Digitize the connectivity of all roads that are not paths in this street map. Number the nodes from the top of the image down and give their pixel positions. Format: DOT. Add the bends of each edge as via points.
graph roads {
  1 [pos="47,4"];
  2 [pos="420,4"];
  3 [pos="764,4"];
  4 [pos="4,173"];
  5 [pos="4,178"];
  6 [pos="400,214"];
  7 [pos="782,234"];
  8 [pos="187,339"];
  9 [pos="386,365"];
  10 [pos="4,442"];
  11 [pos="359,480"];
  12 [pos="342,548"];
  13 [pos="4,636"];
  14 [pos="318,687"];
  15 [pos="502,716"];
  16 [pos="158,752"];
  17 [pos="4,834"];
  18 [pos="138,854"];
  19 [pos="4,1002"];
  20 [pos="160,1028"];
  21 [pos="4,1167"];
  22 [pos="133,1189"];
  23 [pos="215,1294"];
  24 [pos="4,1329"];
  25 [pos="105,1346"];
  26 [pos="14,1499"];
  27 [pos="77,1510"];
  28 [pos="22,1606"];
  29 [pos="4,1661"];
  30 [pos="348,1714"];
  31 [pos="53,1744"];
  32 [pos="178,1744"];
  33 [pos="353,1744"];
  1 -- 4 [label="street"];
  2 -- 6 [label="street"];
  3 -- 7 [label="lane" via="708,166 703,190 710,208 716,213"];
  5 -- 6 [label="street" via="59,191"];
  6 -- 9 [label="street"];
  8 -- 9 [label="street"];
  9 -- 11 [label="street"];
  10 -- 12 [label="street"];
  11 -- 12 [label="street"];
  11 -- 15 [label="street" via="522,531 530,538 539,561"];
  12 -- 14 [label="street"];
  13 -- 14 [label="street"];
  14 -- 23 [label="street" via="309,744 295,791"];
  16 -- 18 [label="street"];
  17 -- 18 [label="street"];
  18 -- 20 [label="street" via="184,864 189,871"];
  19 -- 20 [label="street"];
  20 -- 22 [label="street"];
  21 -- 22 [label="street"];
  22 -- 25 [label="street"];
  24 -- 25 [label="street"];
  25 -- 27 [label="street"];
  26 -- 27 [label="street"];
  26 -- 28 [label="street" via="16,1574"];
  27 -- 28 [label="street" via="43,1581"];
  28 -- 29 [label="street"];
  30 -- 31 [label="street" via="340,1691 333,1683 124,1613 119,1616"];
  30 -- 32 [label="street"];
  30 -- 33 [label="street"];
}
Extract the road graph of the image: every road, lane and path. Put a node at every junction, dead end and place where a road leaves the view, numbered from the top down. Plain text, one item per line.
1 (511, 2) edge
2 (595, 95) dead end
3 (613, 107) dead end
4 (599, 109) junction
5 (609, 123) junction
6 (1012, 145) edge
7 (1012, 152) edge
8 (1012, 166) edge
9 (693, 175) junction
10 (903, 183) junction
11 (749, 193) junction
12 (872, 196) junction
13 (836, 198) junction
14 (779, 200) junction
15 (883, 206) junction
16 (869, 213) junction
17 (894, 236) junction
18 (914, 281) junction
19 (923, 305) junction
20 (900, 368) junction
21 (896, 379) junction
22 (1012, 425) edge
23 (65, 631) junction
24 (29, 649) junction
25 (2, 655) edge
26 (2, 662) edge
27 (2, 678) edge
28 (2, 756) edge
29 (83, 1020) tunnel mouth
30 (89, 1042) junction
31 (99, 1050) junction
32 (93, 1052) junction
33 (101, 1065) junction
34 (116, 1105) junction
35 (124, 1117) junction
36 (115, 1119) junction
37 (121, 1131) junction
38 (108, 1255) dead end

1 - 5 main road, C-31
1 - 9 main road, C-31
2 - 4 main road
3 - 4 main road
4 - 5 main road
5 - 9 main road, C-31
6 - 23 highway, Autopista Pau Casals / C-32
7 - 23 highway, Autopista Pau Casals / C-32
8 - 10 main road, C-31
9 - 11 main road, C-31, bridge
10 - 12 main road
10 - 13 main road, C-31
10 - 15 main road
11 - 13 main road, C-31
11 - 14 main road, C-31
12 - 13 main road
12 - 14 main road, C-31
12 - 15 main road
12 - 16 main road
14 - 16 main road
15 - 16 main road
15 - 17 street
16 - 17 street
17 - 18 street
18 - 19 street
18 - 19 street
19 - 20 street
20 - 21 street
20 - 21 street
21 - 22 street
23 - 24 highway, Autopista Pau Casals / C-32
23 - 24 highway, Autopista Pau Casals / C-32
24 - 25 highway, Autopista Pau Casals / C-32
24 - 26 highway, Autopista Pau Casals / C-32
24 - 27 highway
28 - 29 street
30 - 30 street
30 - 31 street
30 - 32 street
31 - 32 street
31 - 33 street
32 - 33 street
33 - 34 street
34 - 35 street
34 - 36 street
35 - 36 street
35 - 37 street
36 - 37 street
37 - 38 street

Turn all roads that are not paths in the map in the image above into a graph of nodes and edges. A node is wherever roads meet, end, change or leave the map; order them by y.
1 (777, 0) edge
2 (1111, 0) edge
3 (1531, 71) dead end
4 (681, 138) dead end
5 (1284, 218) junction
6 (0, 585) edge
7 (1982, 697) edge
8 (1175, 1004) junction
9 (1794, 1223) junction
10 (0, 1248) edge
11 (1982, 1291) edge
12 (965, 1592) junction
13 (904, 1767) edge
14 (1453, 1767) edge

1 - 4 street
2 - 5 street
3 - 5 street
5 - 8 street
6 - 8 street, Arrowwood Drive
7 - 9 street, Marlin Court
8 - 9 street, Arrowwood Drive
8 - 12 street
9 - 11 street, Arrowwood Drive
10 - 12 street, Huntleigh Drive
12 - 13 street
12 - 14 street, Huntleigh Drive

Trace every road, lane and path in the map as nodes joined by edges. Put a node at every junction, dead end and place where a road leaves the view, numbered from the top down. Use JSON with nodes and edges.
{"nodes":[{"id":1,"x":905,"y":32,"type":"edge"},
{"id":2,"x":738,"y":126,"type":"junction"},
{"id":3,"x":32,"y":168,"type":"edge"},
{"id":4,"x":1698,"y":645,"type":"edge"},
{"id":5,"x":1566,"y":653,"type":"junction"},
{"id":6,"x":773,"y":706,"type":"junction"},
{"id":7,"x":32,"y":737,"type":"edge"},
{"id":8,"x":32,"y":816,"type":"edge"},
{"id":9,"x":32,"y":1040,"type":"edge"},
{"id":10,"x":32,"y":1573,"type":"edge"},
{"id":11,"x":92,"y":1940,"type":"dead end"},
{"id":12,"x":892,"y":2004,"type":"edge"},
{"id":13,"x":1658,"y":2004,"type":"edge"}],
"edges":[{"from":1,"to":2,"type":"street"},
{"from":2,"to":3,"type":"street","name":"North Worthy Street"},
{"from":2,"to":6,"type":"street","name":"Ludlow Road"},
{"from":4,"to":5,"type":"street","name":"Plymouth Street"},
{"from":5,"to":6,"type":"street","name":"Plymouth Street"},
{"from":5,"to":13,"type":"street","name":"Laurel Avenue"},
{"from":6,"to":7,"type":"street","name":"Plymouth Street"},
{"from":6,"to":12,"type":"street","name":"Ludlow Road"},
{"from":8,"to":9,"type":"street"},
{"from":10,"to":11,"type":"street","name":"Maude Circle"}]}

------------------------

Task item:
Find the lines above that include the string "Plymouth" and copy them.

Solved problem:
{"from":4,"to":5,"type":"street","name":"Plymouth Street"},
{"from":5,"to":6,"type":"street","name":"Plymouth Street"},
{"from":6,"to":7,"type":"street","name":"Plymouth Street"},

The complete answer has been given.